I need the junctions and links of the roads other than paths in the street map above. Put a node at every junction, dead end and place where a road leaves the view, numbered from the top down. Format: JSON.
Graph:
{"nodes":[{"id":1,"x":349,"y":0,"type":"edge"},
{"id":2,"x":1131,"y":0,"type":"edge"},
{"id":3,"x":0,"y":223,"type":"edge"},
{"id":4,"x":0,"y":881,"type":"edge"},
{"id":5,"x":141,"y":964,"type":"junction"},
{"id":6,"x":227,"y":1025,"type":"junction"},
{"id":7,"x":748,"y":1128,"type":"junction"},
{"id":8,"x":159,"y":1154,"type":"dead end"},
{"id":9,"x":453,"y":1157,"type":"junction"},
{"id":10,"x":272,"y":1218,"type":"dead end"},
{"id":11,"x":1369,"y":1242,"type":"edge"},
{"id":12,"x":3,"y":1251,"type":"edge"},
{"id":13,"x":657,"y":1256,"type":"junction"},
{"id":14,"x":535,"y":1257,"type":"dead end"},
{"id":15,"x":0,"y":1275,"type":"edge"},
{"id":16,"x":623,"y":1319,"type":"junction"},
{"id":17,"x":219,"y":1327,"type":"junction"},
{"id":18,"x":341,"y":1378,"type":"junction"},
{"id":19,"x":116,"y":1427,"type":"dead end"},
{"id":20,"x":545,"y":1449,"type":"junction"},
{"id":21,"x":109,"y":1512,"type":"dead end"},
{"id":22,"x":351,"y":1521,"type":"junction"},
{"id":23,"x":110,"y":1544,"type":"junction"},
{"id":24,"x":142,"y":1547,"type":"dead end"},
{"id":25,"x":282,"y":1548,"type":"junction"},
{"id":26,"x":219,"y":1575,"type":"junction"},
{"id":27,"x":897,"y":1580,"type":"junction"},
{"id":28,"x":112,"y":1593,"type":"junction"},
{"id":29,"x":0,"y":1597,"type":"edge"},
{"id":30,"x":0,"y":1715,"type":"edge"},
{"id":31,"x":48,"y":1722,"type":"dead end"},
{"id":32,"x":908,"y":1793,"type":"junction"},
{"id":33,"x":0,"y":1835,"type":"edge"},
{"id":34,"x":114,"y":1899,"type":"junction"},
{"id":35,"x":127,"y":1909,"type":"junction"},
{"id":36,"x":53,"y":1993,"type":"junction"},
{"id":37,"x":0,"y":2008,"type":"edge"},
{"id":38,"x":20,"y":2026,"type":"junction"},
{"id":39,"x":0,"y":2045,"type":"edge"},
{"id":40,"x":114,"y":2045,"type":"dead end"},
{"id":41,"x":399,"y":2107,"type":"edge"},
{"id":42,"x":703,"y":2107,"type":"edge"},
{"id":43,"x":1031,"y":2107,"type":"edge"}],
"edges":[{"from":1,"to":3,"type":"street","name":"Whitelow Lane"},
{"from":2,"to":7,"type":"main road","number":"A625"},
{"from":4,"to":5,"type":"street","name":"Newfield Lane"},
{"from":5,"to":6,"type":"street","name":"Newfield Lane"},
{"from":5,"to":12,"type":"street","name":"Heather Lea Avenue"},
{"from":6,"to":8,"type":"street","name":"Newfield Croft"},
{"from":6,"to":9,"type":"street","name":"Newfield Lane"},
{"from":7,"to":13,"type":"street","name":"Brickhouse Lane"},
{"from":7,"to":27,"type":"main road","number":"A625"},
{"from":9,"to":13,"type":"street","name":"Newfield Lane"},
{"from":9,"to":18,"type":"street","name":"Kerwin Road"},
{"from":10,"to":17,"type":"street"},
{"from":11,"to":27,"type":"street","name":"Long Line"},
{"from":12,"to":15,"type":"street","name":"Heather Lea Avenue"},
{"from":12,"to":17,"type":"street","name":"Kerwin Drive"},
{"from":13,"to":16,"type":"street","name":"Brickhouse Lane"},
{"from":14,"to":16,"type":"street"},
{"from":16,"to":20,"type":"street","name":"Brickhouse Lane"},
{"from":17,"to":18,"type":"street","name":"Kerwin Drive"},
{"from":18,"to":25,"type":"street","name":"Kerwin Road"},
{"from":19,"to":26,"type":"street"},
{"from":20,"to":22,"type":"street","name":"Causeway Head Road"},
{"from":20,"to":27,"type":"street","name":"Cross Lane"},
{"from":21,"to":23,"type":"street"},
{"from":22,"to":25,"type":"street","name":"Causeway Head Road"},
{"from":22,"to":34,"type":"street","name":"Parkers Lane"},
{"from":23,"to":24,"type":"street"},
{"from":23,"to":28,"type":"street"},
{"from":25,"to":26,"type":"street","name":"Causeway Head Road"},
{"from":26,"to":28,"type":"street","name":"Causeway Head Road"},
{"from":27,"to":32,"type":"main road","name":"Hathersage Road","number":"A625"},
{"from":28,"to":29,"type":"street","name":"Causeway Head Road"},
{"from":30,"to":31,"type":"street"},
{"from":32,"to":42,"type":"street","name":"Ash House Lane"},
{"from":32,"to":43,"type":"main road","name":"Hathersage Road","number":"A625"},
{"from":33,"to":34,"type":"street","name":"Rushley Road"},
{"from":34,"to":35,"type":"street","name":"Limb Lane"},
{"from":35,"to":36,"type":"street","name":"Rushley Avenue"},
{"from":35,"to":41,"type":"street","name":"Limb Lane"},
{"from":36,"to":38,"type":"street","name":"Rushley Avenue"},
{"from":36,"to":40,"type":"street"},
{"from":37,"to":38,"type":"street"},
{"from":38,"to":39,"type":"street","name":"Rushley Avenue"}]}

........

Each entry above is to be printed again exactly.

__ANSWER FOR THE TASK__:
I need the junctions and links of the roads other than paths in the street map above. Put a node at every junction, dead end and place where a road leaves the view, numbered from the top down. Format: JSON.
Graph:
{"nodes":[{"id":1,"x":349,"y":0,"type":"edge"},
{"id":2,"x":1131,"y":0,"type":"edge"},
{"id":3,"x":0,"y":223,"type":"edge"},
{"id":4,"x":0,"y":881,"type":"edge"},
{"id":5,"x":141,"y":964,"type":"junction"},
{"id":6,"x":227,"y":1025,"type":"junction"},
{"id":7,"x":748,"y":1128,"type":"junction"},
{"id":8,"x":159,"y":1154,"type":"dead end"},
{"id":9,"x":453,"y":1157,"type":"junction"},
{"id":10,"x":272,"y":1218,"type":"dead end"},
{"id":11,"x":1369,"y":1242,"type":"edge"},
{"id":12,"x":3,"y":1251,"type":"edge"},
{"id":13,"x":657,"y":1256,"type":"junction"},
{"id":14,"x":535,"y":1257,"type":"dead end"},
{"id":15,"x":0,"y":1275,"type":"edge"},
{"id":16,"x":623,"y":1319,"type":"junction"},
{"id":17,"x":219,"y":1327,"type":"junction"},
{"id":18,"x":341,"y":1378,"type":"junction"},
{"id":19,"x":116,"y":1427,"type":"dead end"},
{"id":20,"x":545,"y":1449,"type":"junction"},
{"id":21,"x":109,"y":1512,"type":"dead end"},
{"id":22,"x":351,"y":1521,"type":"junction"},
{"id":23,"x":110,"y":1544,"type":"junction"},
{"id":24,"x":142,"y":1547,"type":"dead end"},
{"id":25,"x":282,"y":1548,"type":"junction"},
{"id":26,"x":219,"y":1575,"type":"junction"},
{"id":27,"x":897,"y":1580,"type":"junction"},
{"id":28,"x":112,"y":1593,"type":"junction"},
{"id":29,"x":0,"y":1597,"type":"edge"},
{"id":30,"x":0,"y":1715,"type":"edge"},
{"id":31,"x":48,"y":1722,"type":"dead end"},
{"id":32,"x":908,"y":1793,"type":"junction"},
{"id":33,"x":0,"y":1835,"type":"edge"},
{"id":34,"x":114,"y":1899,"type":"junction"},
{"id":35,"x":127,"y":1909,"type":"junction"},
{"id":36,"x":53,"y":1993,"type":"junction"},
{"id":37,"x":0,"y":2008,"type":"edge"},
{"id":38,"x":20,"y":2026,"type":"junction"},
{"id":39,"x":0,"y":2045,"type":"edge"},
{"id":40,"x":114,"y":2045,"type":"dead end"},
{"id":41,"x":399,"y":2107,"type":"edge"},
{"id":42,"x":703,"y":2107,"type":"edge"},
{"id":43,"x":1031,"y":2107,"type":"edge"}],
"edges":[{"from":1,"to":3,"type":"street","name":"Whitelow Lane"},
{"from":2,"to":7,"type":"main road","number":"A625"},
{"from":4,"to":5,"type":"street","name":"Newfield Lane"},
{"from":5,"to":6,"type":"street","name":"Newfield Lane"},
{"from":5,"to":12,"type":"street","name":"Heather Lea Avenue"},
{"from":6,"to":8,"type":"street","name":"Newfield Croft"},
{"from":6,"to":9,"type":"street","name":"Newfield Lane"},
{"from":7,"to":13,"type":"street","name":"Brickhouse Lane"},
{"from":7,"to":27,"type":"main road","number":"A625"},
{"from":9,"to":13,"type":"street","name":"Newfield Lane"},
{"from":9,"to":18,"type":"street","name":"Kerwin Road"},
{"from":10,"to":17,"type":"street"},
{"from":11,"to":27,"type":"street","name":"Long Line"},
{"from":12,"to":15,"type":"street","name":"Heather Lea Avenue"},
{"from":12,"to":17,"type":"street","name":"Kerwin Drive"},
{"from":13,"to":16,"type":"street","name":"Brickhouse Lane"},
{"from":14,"to":16,"type":"street"},
{"from":16,"to":20,"type":"street","name":"Brickhouse Lane"},
{"from":17,"to":18,"type":"street","name":"Kerwin Drive"},
{"from":18,"to":25,"type":"street","name":"Kerwin Road"},
{"from":19,"to":26,"type":"street"},
{"from":20,"to":22,"type":"street","name":"Causeway Head Road"},
{"from":20,"to":27,"type":"street","name":"Cross Lane"},
{"from":21,"to":23,"type":"street"},
{"from":22,"to":25,"type":"street","name":"Causeway Head Road"},
{"from":22,"to":34,"type":"street","name":"Parkers Lane"},
{"from":23,"to":24,"type":"street"},
{"from":23,"to":28,"type":"street"},
{"from":25,"to":26,"type":"street","name":"Causeway Head Road"},
{"from":26,"to":28,"type":"street","name":"Causeway Head Road"},
{"from":27,"to":32,"type":"main road","name":"Hathersage Road","number":"A625"},
{"from":28,"to":29,"type":"street","name":"Causeway Head Road"},
{"from":30,"to":31,"type":"street"},
{"from":32,"to":42,"type":"street","name":"Ash House Lane"},
{"from":32,"to":43,"type":"main road","name":"Hathersage Road","number":"A625"},
{"from":33,"to":34,"type":"street","name":"Rushley Road"},
{"from":34,"to":35,"type":"street","name":"Limb Lane"},
{"from":35,"to":36,"type":"street","name":"Rushley Avenue"},
{"from":35,"to":41,"type":"street","name":"Limb Lane"},
{"from":36,"to":38,"type":"street","name":"Rushley Avenue"},
{"from":36,"to":40,"type":"street"},
{"from":37,"to":38,"type":"street"},
{"from":38,"to":39,"type":"street","name":"Rushley Avenue"}]}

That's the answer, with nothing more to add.